Assignment: Copy each line of the records that contains the word "MARACAIBO".

Saved data entries:
════════════════
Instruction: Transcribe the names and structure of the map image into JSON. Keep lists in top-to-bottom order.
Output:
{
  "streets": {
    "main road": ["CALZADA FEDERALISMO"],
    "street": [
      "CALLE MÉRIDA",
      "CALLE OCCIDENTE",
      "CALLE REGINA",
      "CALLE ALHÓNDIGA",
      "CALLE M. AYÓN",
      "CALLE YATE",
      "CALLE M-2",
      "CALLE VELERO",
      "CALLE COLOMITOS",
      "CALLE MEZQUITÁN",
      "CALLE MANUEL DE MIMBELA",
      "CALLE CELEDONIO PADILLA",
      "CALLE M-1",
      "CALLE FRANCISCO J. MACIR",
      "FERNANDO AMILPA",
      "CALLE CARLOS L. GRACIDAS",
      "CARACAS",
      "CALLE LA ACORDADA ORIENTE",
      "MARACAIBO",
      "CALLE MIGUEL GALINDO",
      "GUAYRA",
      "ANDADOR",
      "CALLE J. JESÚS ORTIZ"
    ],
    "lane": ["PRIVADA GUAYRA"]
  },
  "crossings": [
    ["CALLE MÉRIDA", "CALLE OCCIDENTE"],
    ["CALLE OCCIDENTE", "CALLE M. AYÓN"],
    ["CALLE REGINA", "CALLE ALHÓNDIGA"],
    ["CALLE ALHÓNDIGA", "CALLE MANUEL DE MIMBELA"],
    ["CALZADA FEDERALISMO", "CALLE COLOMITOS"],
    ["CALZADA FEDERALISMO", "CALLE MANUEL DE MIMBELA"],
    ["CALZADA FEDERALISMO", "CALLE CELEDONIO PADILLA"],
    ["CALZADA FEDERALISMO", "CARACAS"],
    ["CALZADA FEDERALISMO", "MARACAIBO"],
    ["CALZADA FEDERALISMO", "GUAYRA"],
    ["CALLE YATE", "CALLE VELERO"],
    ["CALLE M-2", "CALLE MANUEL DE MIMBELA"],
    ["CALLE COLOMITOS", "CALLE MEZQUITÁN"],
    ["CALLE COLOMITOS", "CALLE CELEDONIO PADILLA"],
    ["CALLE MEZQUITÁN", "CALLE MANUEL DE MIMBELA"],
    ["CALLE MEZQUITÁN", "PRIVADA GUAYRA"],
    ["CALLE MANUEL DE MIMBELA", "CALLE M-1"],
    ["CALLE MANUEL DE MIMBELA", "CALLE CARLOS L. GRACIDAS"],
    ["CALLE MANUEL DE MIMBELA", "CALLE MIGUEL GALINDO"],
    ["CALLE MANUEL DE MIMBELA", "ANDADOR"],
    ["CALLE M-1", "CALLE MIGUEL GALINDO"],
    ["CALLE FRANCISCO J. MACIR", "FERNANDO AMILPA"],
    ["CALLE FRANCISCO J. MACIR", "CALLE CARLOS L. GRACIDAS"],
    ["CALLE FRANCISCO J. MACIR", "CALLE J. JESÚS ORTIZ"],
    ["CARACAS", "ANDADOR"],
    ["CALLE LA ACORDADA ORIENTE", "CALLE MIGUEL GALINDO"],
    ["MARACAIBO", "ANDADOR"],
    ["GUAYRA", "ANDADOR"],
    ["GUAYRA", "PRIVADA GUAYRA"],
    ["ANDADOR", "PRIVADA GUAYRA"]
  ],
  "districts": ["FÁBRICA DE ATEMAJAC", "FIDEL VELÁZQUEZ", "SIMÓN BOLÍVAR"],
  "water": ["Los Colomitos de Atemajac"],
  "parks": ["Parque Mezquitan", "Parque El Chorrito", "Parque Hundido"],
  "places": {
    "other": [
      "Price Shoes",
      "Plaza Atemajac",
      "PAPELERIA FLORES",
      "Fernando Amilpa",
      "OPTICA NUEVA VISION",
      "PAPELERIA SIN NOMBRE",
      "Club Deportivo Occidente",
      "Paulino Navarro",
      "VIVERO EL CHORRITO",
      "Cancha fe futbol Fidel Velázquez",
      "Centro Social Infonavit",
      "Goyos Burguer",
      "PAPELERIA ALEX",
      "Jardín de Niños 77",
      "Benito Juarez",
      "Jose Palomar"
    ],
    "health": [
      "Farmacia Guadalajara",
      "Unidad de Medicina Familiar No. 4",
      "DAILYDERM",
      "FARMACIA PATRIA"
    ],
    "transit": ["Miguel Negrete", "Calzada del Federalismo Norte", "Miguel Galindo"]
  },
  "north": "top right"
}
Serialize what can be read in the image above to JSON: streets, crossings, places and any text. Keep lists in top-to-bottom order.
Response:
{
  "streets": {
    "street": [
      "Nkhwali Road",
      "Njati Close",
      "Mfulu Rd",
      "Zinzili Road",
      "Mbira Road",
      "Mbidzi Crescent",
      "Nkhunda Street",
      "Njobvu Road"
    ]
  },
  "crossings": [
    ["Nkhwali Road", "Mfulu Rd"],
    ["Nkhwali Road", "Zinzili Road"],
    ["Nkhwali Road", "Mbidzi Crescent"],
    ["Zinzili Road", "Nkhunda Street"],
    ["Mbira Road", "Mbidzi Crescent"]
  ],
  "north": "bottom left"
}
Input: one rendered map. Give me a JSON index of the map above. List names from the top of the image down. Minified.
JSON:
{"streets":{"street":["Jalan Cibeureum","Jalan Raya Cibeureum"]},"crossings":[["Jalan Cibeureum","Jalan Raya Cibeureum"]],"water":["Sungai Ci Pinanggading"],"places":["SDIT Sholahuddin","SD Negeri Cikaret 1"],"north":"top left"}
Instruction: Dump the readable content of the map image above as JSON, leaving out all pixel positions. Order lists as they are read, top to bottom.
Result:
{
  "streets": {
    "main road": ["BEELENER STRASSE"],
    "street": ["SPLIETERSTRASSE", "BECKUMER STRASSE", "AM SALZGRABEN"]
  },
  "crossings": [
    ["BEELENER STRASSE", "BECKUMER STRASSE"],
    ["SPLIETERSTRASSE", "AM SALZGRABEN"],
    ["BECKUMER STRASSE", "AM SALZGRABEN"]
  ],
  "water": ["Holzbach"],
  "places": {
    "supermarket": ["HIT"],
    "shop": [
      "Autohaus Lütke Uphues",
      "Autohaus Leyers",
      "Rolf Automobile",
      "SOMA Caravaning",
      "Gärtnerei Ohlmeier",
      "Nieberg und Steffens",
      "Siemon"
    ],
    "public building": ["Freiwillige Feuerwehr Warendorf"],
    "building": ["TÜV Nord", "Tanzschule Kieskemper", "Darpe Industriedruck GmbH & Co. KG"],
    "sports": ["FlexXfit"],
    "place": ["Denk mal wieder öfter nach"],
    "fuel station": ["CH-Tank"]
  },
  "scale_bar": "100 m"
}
════════════════
Final answer:
      "MARACAIBO",
    ["CALZADA FEDERALISMO", "MARACAIBO"],
    ["MARACAIBO", "ANDADOR"],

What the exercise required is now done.